Beschrijving
De vishal naar ontwerp van architect Lucien Coppé te Diksmuide, is beschermd als monument.
Waarden
De vishal op de Vismarkt is beschermd als monument omwille van het algemeen belang gevormd door de:
historische waarde, sociaal-culturele waarde
Diksmuide - reeds in de herfst van 1914 bijzonder hard beproefd tijdens de IJzerslag - is één van de drie frontsteden waarin bijna geen enkel gebouw de oorlog overleefde. Hierdoor vormt de stad een belangrijke materiële getuige van de Eerste Wereldoorlog, die de frontstreek jarenlang in zijn greep hield ten koste van honderdduizenden levens.
De in situ wederopbouw van de stad was na de enorme verwoestingen niet vanzelfsprekend, gezien de aanvankelijke scepsis hierover. Hetzelfde geldt voor het hernemen van de kronkelende Handzamevaart die aan de stadsrand aftakt met daaraan gelegen onder meer de Vismarkt. In een plan van 1916 is immers het voorstel opgenomen om de vaart recht te trekken ten voordele van een nijverheidszone.
De historiserende wederopbouw wou de getraumatiseerde bevolking haar trots teruggeven. Het pittoresk herbouwde stadscentrum, waarvan de vishal een voorbeeld vormt - in het interbellum een altijddurende tentoonstelling van oude VIaamse bouwkunde genoemd - staat dan ook in schril contrast met archiefbeelden van totale verwoesting.

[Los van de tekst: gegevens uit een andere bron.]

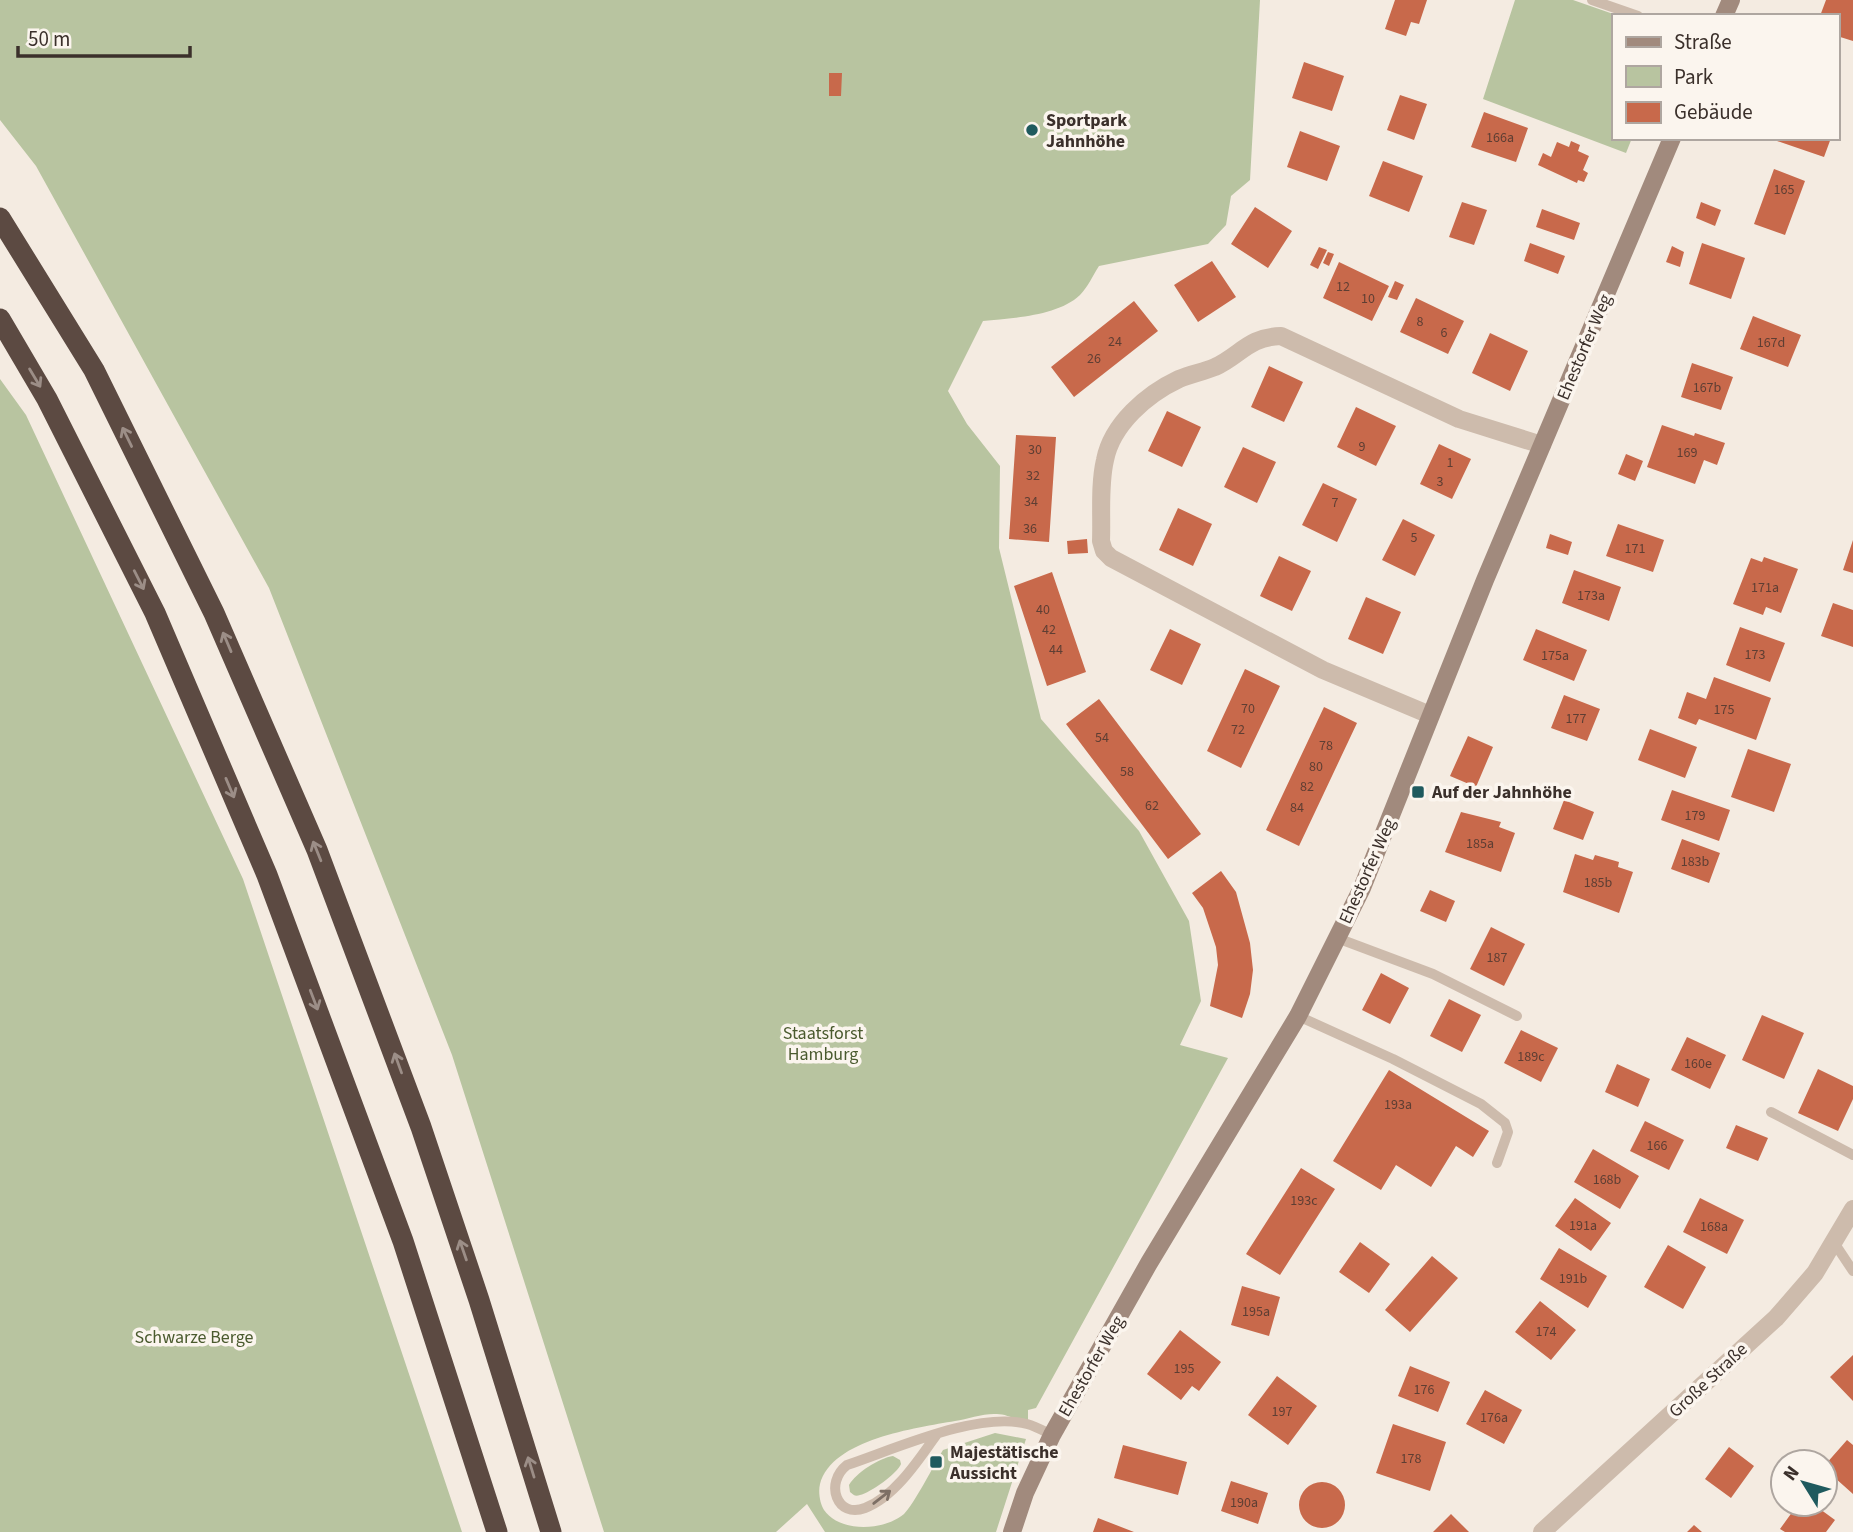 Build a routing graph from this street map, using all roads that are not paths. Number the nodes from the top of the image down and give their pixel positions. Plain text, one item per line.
1 (1592, 0) edge
2 (1632, 14) edge
3 (1671, 140) edge
4 (0, 218) edge
5 (0, 319) edge
6 (1542, 445) junction
7 (1430, 715) junction
8 (1337, 938) junction
9 (1298, 1016) junction
10 (1517, 1016) dead end
11 (1771, 1112) dead end
12 (1853, 1155) edge
13 (1497, 1163) dead end
14 (1853, 1209) edge
15 (1833, 1241) junction
16 (1853, 1272) edge
17 (937, 1434) junction
18 (1052, 1435) junction
19 (497, 1532) edge
20 (551, 1532) edge
21 (1012, 1532) edge
22 (1542, 1532) edge

1 - 2 lane
3 - 6 main road, Ehestorfer Weg
20 -> 4 highway
5 -> 19 highway
6 - 7 main road, Ehestorfer Weg
6 - 7 street
7 - 8 main road, Ehestorfer Weg
8 - 9 main road, Ehestorfer Weg
8 - 10 lane
9 - 13 lane
9 - 18 main road, Ehestorfer Weg
11 - 12 lane
14 - 15 street, Große Straße
15 - 16 lane
15 - 22 street, Große Straße
17 -> 17 lane
17 - 18 lane
18 - 21 main road, Ehestorfer Weg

Door het hoog aantal historisch vrij correcte reconstructies is achter de architectuurlaag van de wederopbouw (jaren 1920), ook de laag van de historische stadsevolutie bewaard. De vishal is weliswaar niet op de historische plaats heropgebouwd, maar refereert toch aan het historisch gegeven van de diverse markten voor een bepaald product en aan de vooroorlogse hal achter het koor van de Sint-Niklaaskerk.
historische waarde
in casu architectuurhistorische waarde:
Na de totale vernietiging lokt de wederopbouw hevige technische en architectuur-filosofische discussies uit, dit reeds in 1916 met het in Parijs goedgekeurde lijnrichtingsplan van de Brusselse architect Charles Patris. Niettegenstaande de omvang van de vernietiging en de suggestie om naast de puinen een nieuwe stad te bouwen, wordt in 1919 beslist tot de in situ wederopbouw, onder leiding van de regionalistische architect Jozef Viérin.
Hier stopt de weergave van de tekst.